Автор книги: Аристокл
Жанр:
Античная литература
сообщить о нарушении
Текущая страница: 21 (всего у книги 28 страниц)
["Олигархический" человек]
Вслед за тем давай рассмотрим и соответствующего человека – как он складывается и каковы его свойства.
– Конечно, это надо рассмотреть.
– Его переход от тимократического склада к олигархическому совершается главным образом вот как...
– Как?
– Родившийся у него сын сперва старается подражать отцу, идет по его следам, а потом видит, что отец во всем том, что у него есть, потерпел крушение, столкнувшись неожиданно с государством, словно с подводной скалой: это может случиться, если отец был стратегом или занимал другую какую-либо высокую .должность, а затем попал под суд по навету клеветников и был приговорен к смертной казни, к изгнанию или к лишению гражданских прав и всего имущества...
– Естественно.
– Увидев все это, мой друг, пострадав и потеряв состояние, даже испугавшись, думаю я, за свою голову, сон в глубине души свергает с престола честолюбие и присущий ему прежде яростный дух. Присмирев из-за бедности, он ударяется в стяжательство, в крайнюю бережливость и своим трудом понемногу копит деньги. Что ж, разве, думаешь ты, такой человек не возведет на тот трон свою алчность и корыстолюбие и не сотворит себе из них Великого царя в тиаре и ожерельях, с коротким мечом за поясом?
– По-моему, да.
– А у ног этого царя, прямо на земле, он там и сям рассадит в качестве его рабов разумность и яростный дух. Он не допустит никаких иных соображений, имея в виду лишь умножение своих скромных средств. Кроме богатства и богачей, ничто не будет вызывать у него восторга и почитания, а его честолюбие будет направлено лишь на стяжательство и на все то, что к этому ведет.

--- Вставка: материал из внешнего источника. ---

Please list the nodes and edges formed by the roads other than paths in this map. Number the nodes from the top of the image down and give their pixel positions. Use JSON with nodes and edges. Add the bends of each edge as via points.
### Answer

– Ни одна перемена не происходит у юноши с такой быстротой и силой, как превращение любви к почестям в любовь к деньгам.
– Разве это не пример того, каким бывает человек при олигархическом строе?

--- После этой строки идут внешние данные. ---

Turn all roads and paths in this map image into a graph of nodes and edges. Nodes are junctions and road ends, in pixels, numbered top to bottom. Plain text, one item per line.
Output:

– По крайней мере это пример извращения того типа человека, который соответствовал строю, предшествовавшему олигархии.
– Так давай рассмотрим, соответствует ли ей этот человек.
– Давай.
– Прежде всего сходство здесь в том, что он чрезвычайно ценит деньги.
– Конечно.
– Он бережлив и деятелен, удовлетворяет лишь самые насущные свои желания, не допуская других трат и подавляя прочие вожделения как пустые.
– Безусловно.
– Ходит он замухрышкой, из всего извлекая прибыль и делая накопления; таких людей толпа одобряет. Разве черты его не напоминают подобный же государственный строй?

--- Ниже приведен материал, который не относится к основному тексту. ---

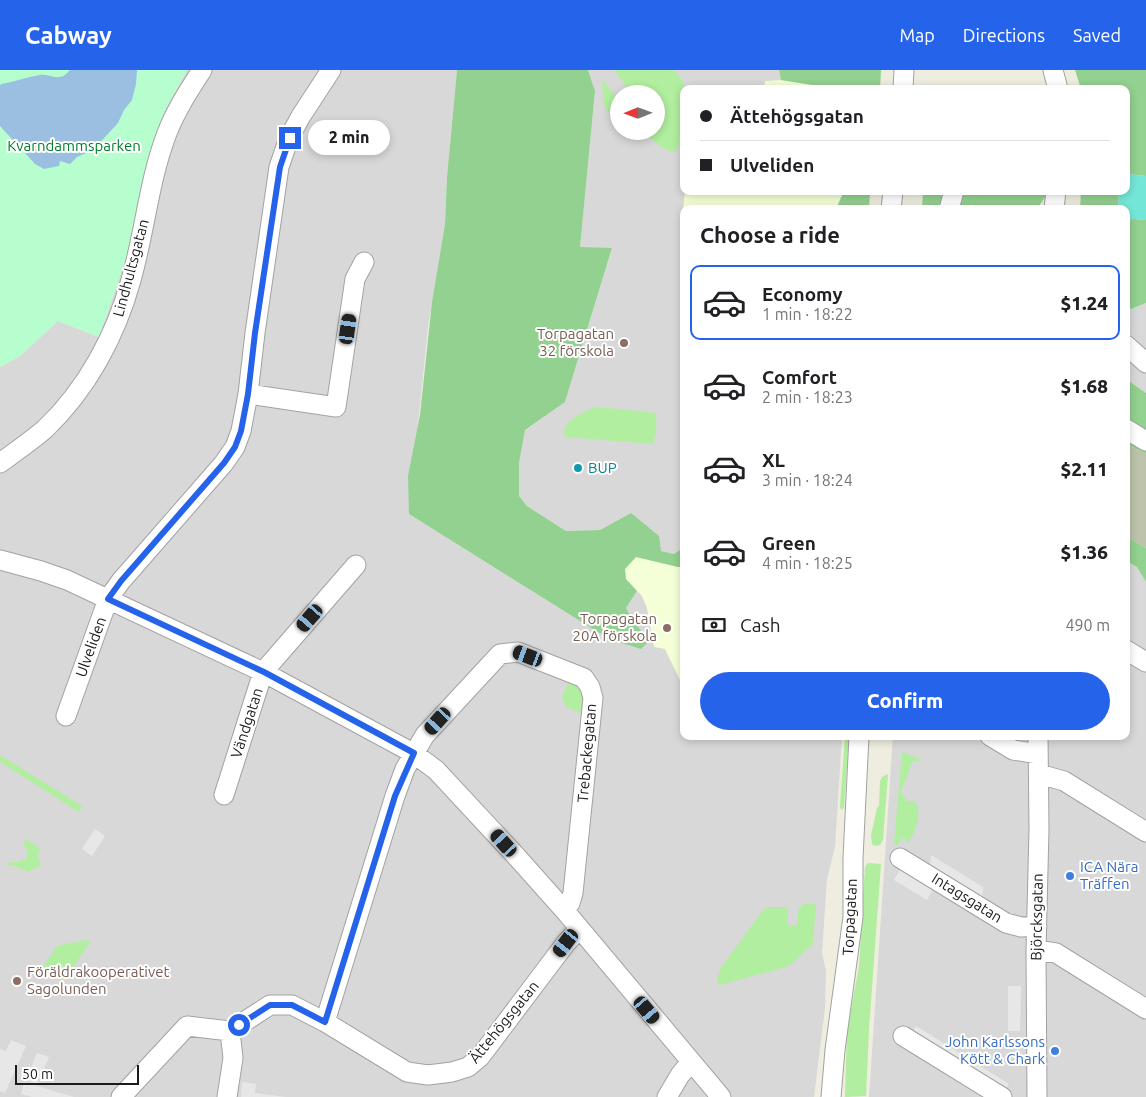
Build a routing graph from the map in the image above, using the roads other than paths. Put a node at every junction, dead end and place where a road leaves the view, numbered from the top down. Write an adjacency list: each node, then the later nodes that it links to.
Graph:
1 (202, 70): 13 (street, Lindhultsgatan)
2 (331, 70): 10 (street, Ulveliden)
3 (904, 70): 5 (street)
4 (1053, 70): 6 (street)
5 (902, 85)
6 (1057, 85)
7 (364, 262): 10 (street)
8 (1130, 348): 9 (street)
9 (1146, 363)
10 (248, 394): 16 (street, Ulveliden)
11 (1130, 431): 12 (street)
12 (1146, 441)
13 (0, 463)
14 (0, 560): 16 (street)
15 (356, 565): 19 (street, Vändgatan)
16 (108, 599): 19 (street); 20 (street, Ulveliden)
17 (1130, 652): 18 (street)
18 (1146, 662)
19 (264, 672): 24 (street); 26 (street, Vändgatan)
20 (66, 716)
21 (859, 740): 42 (street, Torpagatan)
22 (997, 740): 23 (street)
23 (1038, 745): 25 (street, Björcksgatan)
24 (414, 753): 29 (street); 29 (street, Trebackegatan); 34 (street, Trebackegatan)
25 (1039, 774): 27 (street); 30 (street, Björcksgatan)
26 (224, 796)
27 (1146, 832)
28 (900, 858): 30 (street, Intagsgatan)
29 (564, 911): 31 (street)
30 (1037, 926): 32 (street, Björcksgatan)
31 (579, 929): 34 (street, Ättehögsgatan); 37 (street)
32 (1036, 950): 33 (street); 44 (street, Björcksgatan)
33 (1146, 1009)
34 (325, 1022): 35 (street, Ättehögsgatan)
35 (230, 1031): 38 (street); 39 (street)
36 (904, 1036): 43 (street)
37 (691, 1062): 40 (street); 41 (street)
38 (121, 1097)
39 (227, 1097)
40 (667, 1097)
41 (721, 1097)
42 (831, 1097)
43 (1002, 1097)
44 (1036, 1097)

– По-моему, да. По крайней мере деньги чрезвычайно почитают и подобное государство, и такой человек.
– И я думаю, раз уж он такой, он не обращал внимания на свое воспитание.
– Наверное. А то бы он не поставил слепого хорегом и не оказывал бы ему особых почестей[273]273
Здесь имеется в виду бог богатства Плутос, слепой по своей природе (см. комедию Аристофана «Плутос») и потому несправедливо распределяющий богатство среди людей.
[Закрыть].
– Хорошо. Посмотри еще вот что: разве мы не признаем, что у него из-за недостатка воспитания появляются наклонности трутня – отчасти нищенские, отчасти преступные, хотя он всячески их и сдерживает из предосторожности?
– Конечно.
– А знаешь, на что тебе надо взглянуть, чтобы заметить преступность таких людей?
– На что?
– На то, как они опекают сирот или вообще получают полную возможность поступать вопреки справедливости.
– Верно.
– Разве отсюда не ясно, что в других деловых отношениях такой человек, пользуясь доброй славой, поскольку его считают справедливым, с помощью остатков порядочности насильно сдерживает другие свои дурные наклонности, хотя он и не убежден, что так будет лучше; он укрощает их не по разумным соображениям, а в силу необходимости, из страха, потому Что дрожит за судьбу своего имущества.
– Конечно.
– И, клянусь Зевсом, ты у многих из этих людей обнаружишь наклонности трутней, когда дело идет об издержках за чужой счет.
– Несомненно, эти наклонности у них очень сильны.
– Значит, такой человек раздираем внутренней борьбой, его единство нарушено, он раздвоен: одни вожделения берут верх над другими – по большей части лучшие над худшими.
– Да, так бывает.
– По-моему, такой человек все же приличнее многих, хотя подлинная добродетель душевной гармонии и невозмутимости весьма от него далека.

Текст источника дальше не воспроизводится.